Poster Presentation Clinical Oncology Society of Australia Annual Scientific Meeting 2018

An expanded role oncology pharmacist adds value to symptom and urgent review clinics (#256)

Chi Hao La 1 , Michael Franco 2 , Gurpreet Grewal 2 , Vicki McLeod 2 , Eva Segelov 2
  1. Pharmacy Department, Monash Health, Melbourne, VIC , Australia
  2. Department of Oncology, Monash Health, Melbourne, VIC, Australia

Symptom and urgent review clinics (SURC) for patients receiving systemic anti-cancer therapy (SACT) have been demonstrated to improve patient knowledge, promote early detection and patient self-management of toxicities.  Addition of an expanded role oncology pharmacist for 8 hours per week provides medication management expertise to complement the advanced practice nurse role within the SURC.  The SURC pharmacist plays a critical role in the management of patients receiving oral SACTs by providing initial education, assessment of understanding and compliance, ongoing monitoring, adverse effect management, and supportive care.  The SURC pharmacist also conducts dental, malnutrition, and supportive care screening to identify patients requiring extra supports and allied health referrals.



Patient interactions and pharmacist interventions were recorded in a Microsoft Access database and Excel spreadsheet respectively. Patient experience of the SURC pharmacist model was evaluated via a telephone survey using questions with 5-point Likert scale responses.



Over 6 months, the SURC pharmacist had 122 patient contacts.

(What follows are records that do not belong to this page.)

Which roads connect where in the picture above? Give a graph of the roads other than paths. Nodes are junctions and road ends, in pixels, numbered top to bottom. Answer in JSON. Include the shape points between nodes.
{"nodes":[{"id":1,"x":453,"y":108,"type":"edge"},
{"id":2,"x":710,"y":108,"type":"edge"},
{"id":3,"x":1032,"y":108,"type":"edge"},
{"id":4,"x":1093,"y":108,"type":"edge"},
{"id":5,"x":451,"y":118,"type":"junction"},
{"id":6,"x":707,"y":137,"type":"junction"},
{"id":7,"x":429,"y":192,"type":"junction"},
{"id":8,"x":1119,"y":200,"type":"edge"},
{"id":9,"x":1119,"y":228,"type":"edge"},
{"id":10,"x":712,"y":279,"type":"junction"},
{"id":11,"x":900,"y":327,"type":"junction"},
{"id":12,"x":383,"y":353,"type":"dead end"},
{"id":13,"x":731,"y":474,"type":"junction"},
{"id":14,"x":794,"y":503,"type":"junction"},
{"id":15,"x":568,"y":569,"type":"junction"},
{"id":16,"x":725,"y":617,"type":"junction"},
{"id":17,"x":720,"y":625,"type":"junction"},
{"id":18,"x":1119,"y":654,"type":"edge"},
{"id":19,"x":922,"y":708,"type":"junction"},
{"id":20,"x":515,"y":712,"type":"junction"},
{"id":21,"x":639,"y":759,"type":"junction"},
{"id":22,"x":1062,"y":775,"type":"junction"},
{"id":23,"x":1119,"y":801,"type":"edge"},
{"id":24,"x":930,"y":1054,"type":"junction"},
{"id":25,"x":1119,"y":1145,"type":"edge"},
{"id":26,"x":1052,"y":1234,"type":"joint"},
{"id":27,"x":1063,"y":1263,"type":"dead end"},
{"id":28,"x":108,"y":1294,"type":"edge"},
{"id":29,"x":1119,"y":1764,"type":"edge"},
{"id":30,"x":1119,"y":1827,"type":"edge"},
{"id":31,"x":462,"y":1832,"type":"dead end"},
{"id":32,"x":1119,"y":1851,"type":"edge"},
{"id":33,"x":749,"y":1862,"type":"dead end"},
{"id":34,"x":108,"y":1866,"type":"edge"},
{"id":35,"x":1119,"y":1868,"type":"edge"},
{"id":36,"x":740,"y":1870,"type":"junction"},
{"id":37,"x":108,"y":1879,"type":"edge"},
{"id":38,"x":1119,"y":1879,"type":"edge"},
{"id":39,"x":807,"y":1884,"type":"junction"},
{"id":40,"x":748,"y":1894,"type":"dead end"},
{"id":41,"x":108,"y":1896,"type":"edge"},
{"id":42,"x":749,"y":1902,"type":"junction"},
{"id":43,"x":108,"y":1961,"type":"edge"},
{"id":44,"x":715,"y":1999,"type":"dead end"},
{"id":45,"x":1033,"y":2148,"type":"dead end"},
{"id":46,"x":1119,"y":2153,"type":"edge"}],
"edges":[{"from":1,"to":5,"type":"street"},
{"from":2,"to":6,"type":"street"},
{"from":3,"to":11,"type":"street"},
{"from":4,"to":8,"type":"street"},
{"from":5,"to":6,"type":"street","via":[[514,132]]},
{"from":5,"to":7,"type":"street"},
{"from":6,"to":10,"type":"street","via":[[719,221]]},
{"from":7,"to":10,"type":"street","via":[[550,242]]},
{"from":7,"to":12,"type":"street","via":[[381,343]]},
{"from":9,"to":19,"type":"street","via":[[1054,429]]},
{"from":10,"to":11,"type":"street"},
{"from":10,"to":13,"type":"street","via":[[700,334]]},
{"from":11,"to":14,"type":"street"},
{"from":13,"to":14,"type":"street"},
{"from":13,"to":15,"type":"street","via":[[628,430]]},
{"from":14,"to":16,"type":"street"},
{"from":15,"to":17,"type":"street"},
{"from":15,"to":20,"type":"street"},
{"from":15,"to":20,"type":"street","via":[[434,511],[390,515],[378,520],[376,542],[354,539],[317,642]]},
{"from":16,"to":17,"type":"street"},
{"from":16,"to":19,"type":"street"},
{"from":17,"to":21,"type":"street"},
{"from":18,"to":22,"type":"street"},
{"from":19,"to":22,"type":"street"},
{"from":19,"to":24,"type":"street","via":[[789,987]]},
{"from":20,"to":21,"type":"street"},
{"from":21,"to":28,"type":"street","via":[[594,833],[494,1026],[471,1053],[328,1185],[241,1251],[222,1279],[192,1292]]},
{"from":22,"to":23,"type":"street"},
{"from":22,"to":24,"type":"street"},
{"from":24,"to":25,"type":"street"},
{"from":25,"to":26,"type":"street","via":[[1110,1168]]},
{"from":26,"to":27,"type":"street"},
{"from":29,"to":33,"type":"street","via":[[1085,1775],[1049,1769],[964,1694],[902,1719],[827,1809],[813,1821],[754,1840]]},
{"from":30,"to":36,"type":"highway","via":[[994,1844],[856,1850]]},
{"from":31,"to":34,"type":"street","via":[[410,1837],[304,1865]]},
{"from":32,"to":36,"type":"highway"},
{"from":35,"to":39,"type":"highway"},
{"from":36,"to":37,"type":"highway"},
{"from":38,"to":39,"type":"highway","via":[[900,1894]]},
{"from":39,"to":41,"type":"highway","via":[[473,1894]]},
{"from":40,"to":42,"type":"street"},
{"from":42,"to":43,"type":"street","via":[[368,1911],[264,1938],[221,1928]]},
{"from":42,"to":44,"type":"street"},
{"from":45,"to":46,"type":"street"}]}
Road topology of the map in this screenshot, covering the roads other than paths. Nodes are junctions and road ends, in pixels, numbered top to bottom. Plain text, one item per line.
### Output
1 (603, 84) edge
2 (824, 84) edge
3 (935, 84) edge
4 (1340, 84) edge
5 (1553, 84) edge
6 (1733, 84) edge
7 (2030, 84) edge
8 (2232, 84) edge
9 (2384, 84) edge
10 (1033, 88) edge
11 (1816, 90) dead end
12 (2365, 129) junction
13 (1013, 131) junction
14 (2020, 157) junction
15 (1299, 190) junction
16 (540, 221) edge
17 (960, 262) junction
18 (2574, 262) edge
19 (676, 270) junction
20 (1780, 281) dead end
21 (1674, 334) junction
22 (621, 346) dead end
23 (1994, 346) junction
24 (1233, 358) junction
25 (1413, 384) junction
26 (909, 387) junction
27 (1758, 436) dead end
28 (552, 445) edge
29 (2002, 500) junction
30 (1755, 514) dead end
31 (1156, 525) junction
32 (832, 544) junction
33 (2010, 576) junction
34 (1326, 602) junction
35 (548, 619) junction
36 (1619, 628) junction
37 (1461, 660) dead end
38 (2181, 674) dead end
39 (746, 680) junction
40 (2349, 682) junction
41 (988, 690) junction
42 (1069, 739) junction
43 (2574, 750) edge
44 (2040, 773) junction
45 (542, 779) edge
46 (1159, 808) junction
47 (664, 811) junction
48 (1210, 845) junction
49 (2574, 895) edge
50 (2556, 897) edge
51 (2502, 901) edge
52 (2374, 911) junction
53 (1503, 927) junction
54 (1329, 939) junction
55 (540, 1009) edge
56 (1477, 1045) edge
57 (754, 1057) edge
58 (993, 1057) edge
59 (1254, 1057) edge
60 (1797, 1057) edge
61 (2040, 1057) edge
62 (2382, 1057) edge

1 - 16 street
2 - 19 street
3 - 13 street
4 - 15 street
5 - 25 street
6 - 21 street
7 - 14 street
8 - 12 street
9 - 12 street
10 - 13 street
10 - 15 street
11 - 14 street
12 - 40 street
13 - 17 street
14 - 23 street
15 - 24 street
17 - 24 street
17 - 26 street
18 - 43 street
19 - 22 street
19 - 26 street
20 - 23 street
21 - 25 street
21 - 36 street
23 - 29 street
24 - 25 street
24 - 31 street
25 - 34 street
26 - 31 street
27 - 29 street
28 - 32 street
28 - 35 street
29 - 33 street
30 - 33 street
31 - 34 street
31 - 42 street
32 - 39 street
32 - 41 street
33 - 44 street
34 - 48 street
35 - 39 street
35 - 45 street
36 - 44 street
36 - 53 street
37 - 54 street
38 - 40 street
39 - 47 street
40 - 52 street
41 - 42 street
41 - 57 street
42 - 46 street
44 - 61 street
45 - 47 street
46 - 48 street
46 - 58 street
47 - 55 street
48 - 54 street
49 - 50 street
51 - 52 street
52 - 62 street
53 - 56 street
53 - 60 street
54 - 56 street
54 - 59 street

Of these, there were 19 (15.6%) planned education sessions, 9 (7.4%) SURC attendances, and 94 (77%) telephone calls.  Of the 19 patients educated, 47.3% (9/19) had their malnutrition and supportive care screening completed by the SURC pharmacist.


The SURC pharmacist made 17 referrals to supportive services.


The SURC pharmacist made 142 interventions relating to supportive care (46.5%), medications (33.8%), compliance (7%), complementary medicines (5.6%), and practical matters (7%).


In the survey, patients agreed that the initial education with the SURC pharmacist was valuable (9/9, 100%). Patients also agreed that they felt more confident in managing adverse effects (10/10, 100%), and emotionally supported through their treatment (10/10, 100%) after speaking with the SURC pharmacist.



The addition of an expanded role oncology pharmacist contributes to a robust multidisciplinary SURC model that improves patient knowledge, identifies supportive care needs, and assists patients in self-management of adverse effects.